Modern expressionism, Pollock, Still, Motherwell and Kline. . . .

Modern expressionism began after the second world war and began to take form during the 1950's. it was thought to be way for people to release their feelings and thoughts into a more creative outlet. The leaders in this time of work were people such as Pollock, Still, Motherwell, Kline and Rothko.
Something that made some of the modern expressionism work more interesting was the scale that they worked on. They were usually larger pieces as many of the artists have said it allows them to get 'into' the painting. Meaning they can connect with it and feel the way the piece should progress.
Pollock worked on large scale and placed his canvas' on the floor. He also used foreign objects contained in his paint, such as sand, pebbles, broken glass and string. These added a whole new dimension to his work as it began to incorporate texture as well. 
Expressionism allowed for free movement, not having to stick to any compositional rules in their work. Expressionism is so interesting because the whole canvas is the main subject of the painting, unlike a portrait where the subject of the work is the person whose portrait it is. This means that the eye keeps moving over the piece trying to find a main subject of the piece, something to concentrate on.
Personally I like Pollock's work, I feel like I could look at it for hours and still find something new that I had over looked at first glance. However I cannot say the same for expressionist work by artists such as Rothko.
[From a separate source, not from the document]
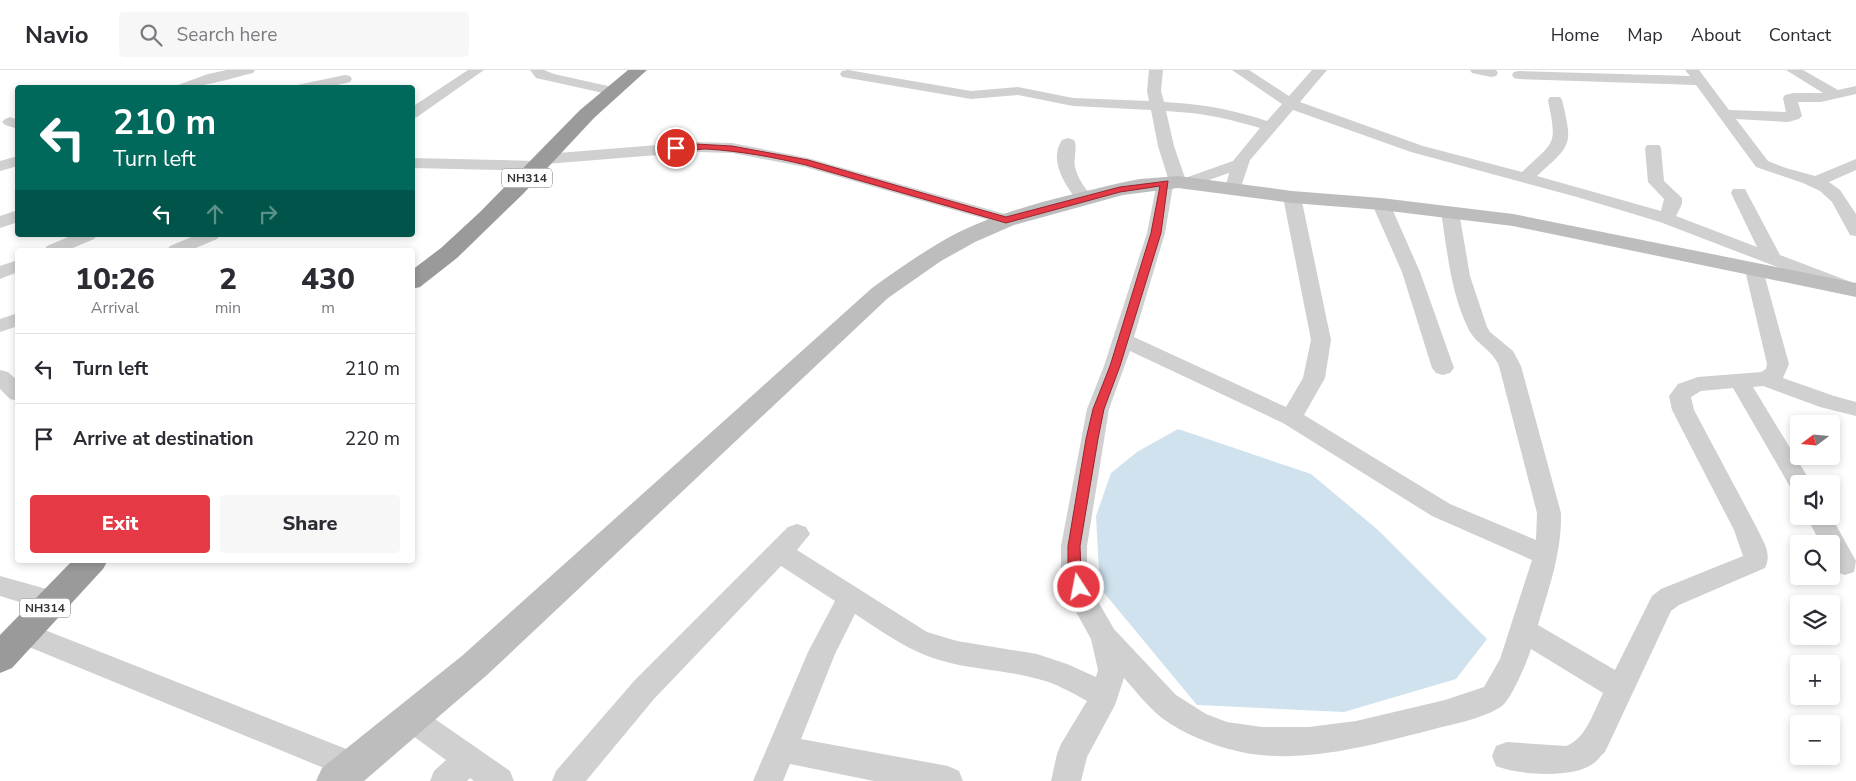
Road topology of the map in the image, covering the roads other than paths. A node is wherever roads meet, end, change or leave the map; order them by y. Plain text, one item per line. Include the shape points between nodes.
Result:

Although many enjoy his work, I am not one of them. I feel that his work is flat and devoid of life, which does not appeal to me. Not only this but it doesn't capture my imagination or interest like the work of Pollock or Kline. I feel like at a glance, I have already taken in all the information that the piece has to offer and therefor their would be no merit in me looking at it any longer. Essentially, I find it boring as hell. I find it strange to thing that work by Rothko is even from the same time period and movement as that of people like Kline.
 Even though his work has barely any colour at all, it has much more life than any of the work I have seen by Rothko. The lines seem to tell a story, represent something and show some kind of emotion to me where as Rothko's work effects me in no means at all. If that is what he was trying to achieve then he has done a cracking job.


Friday, 13 March 2015

Max humphries, and simple mechanisms.

Max Humphries is an amazing puppeteer, who builds full costumes on  the basis of simple mechanisms. He has worked on pieces for stage productions such as The lion the witch and the wardrobe, Romeo and Juliet and Raven Girl.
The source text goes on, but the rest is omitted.